3. Employee experience (EX) and satisfaction
Whether it’s 3 a.m. or peak office hours, AI instantly acknowledges support requests and delivers smarter, faster fixes every time. A smooth, hassle-free experience like this is a powerful ROI driver, as it minimizes downtime and empowers employees to stay focused on getting their work done without jumping through the approval chains.
For instance, let’s say a team faces printer-related issues. AI’s intelligent automation pulls up the model, verifies warranties, and offers a one-click resolution, all while keeping the employee updated in real-time, without humans in the loop.
When employees don’t have to chase IT for fixes or approvals, they can get back to doing what they’re great at—driving value, innovating, and making an impact. AI cuts out the bottlenecks and lets them focus on meaningful work that boosts their morale, ignites creativity, and even accelerates digital dexterity across the enterprise.
4. Operational cost optimization
It’s no secret that operational cost savings are one of the most significant ways AI drives ROI. In fact, 61% of professionals in our above-mentioned survey said they’re seeing these kinds of savings. That’s no small feat, especially when you consider that simple operational IT tasks like password resets can cost up to $85,000 annually.
AI slashes password reset costs by automating employee identity verification and handling the reset through Active Directory. What used to take 15-20 minutes now happens in under 2 minutes, all while keeping security protocols intact.

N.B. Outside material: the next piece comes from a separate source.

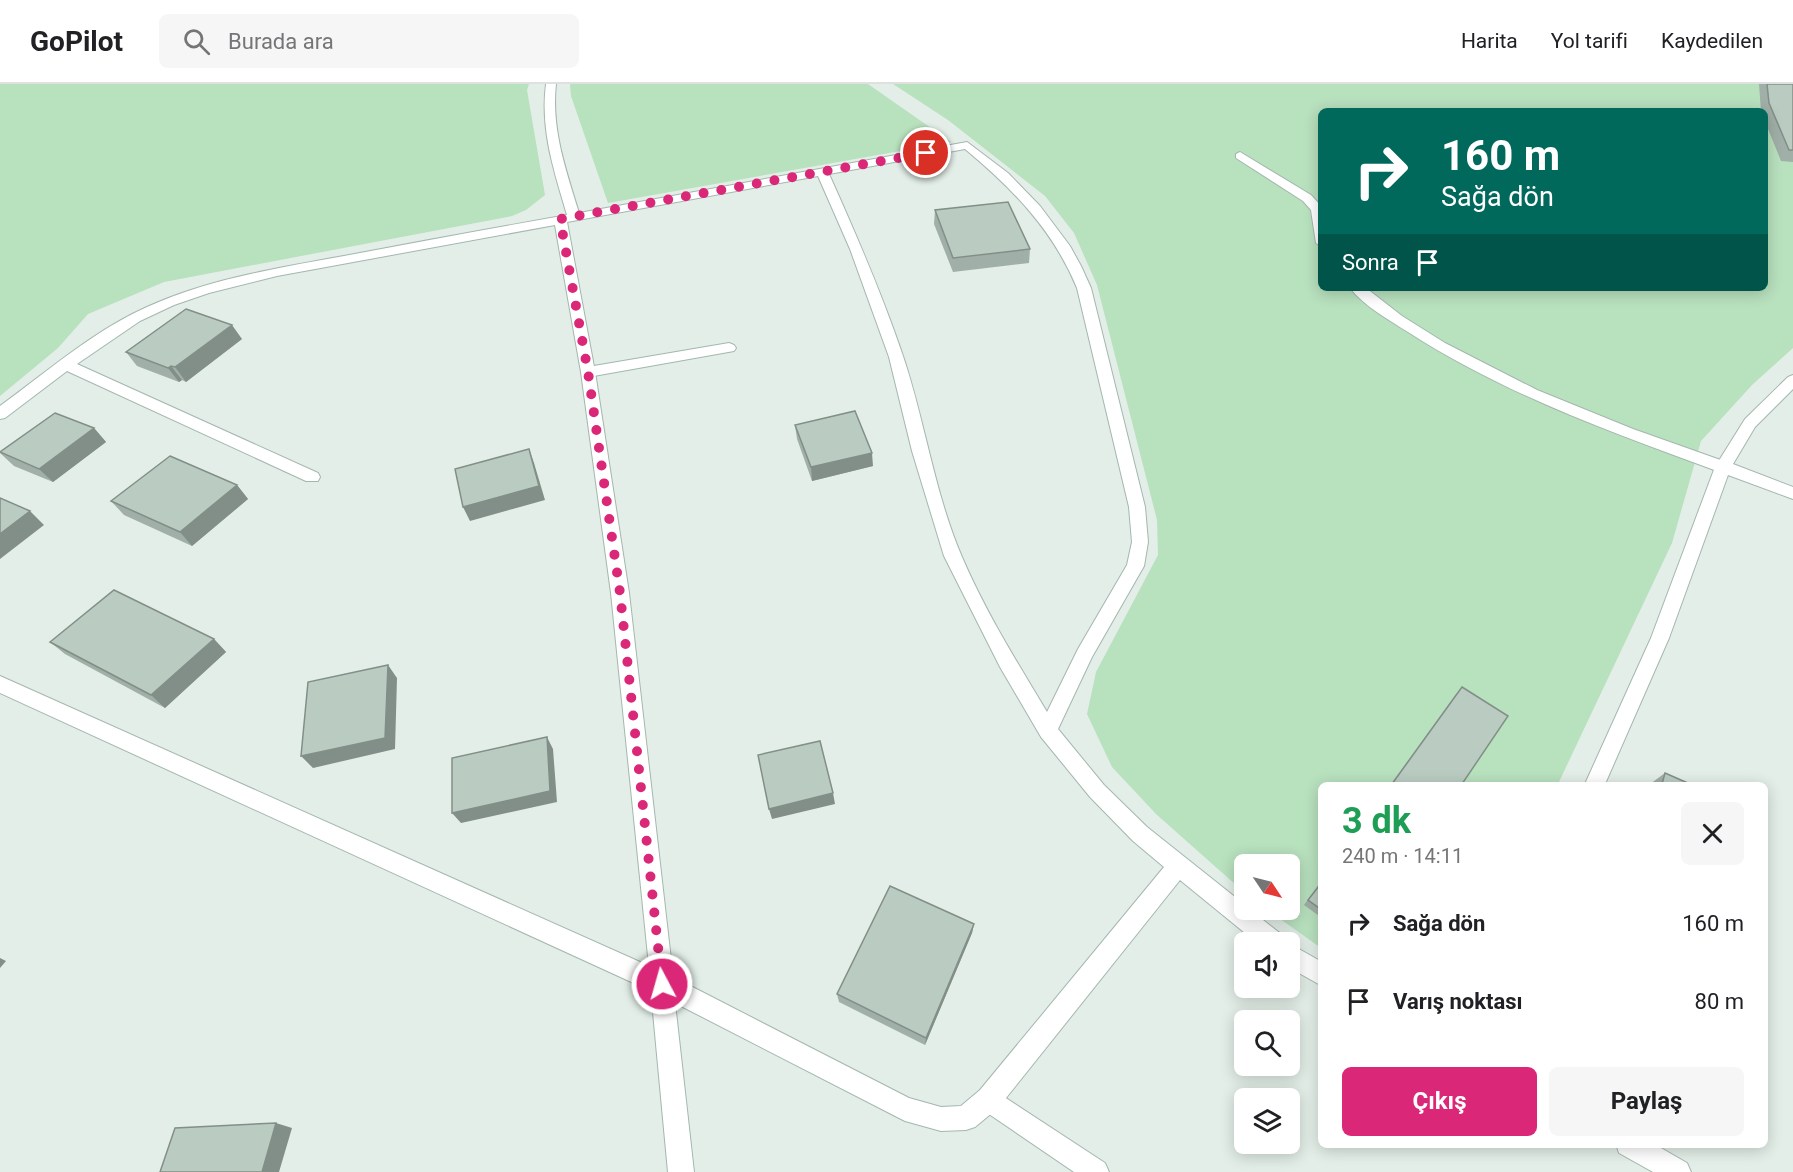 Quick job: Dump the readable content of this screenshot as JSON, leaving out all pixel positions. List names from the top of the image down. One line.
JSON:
{"north":"bottom right","page":{"header":"GoPilot","search":"Burada ara","nav":["Harita","Yol tarifi","Kaydedilen"],"turn":["160 m","Sağa dön"],"then":"Sonra","heading":["3 dk","240 m · 14:11"],"list":[{"name":"Sağa dön","value":"160 m"},{"name":"Varış noktası","value":"80 m"}],"buttons":["Çıkış","Paylaş"]}}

Since password resets often account for 30% of IT service desk tickets, AI can cut down on tickets charged by third-party vendors, and bring the cost down to just a few dollars per automated reset.
5. Headcount optimization
As your business grows and the volume of IT tickets rises, AI can scale to meet that demand without you having to increase your workforce. Just look at Ammex—they saw their ticket volume soar over six months using Atom but didn’t need to bring in extra IT staff.
With an AI-driven service management platform, you can handle tickets across multiple categories simultaneously and sort them based on urgency, priority, and content. It also routes tickets to the right agents based on skill, experience, and current workload, predicts future demand, and even eliminates duplicates so your IT team can stay focused on high-priority, complex issues like server outages or critical updates. This means you can grow without the costly hiring spree.
Bottom line: Trust as a multiplier for ROI
This trust in AI systems is a key factor in driving AI ROI, as Stephen Mann, Principal Analyst at ITSM.tools, points out. High trust in AI initiatives translates into companies putting more money and effort into AI adoption, training, or integration.
The payoff? Improved employee experience, hyper (and intelligent) automation, and sustainable revenue growth. “It’s like a chain reaction—AI investment leads to success, which builds trust, and other times, trust leads to more investment, which sparks success”, remarks Stephen.
But for this loop to work, trust must start at the top and later percolate to IT teams. In our research, companies where the C-suite backs AI but lets IT drive its execution see significantly higher returns.
But leadership alone won’t cut it—the buy-in must be strong and visible across the organization. Case in point: 94% of companies with negative ROI had invested less than 10% of their IT budget in AI initiatives. On the flip side, a solid budget commitment directly impacts ROI.
When trust aligns with leadership support and budget allocation, it creates a compounding effect. Teams embrace AI, initiatives scale, and outcomes speak for themselves. To build that trust, don’t wait for the perfect moment. Just start. Begin by giving your AI workflows full visibility, pulling data from all angles, and tracking productivity and cost savings, ticket deflection, and employee impact.
If you’re not seeing the ROI you expected, ask yourself: Is trust missing from the equation, or are you measuring the wrong “ROI” metrics?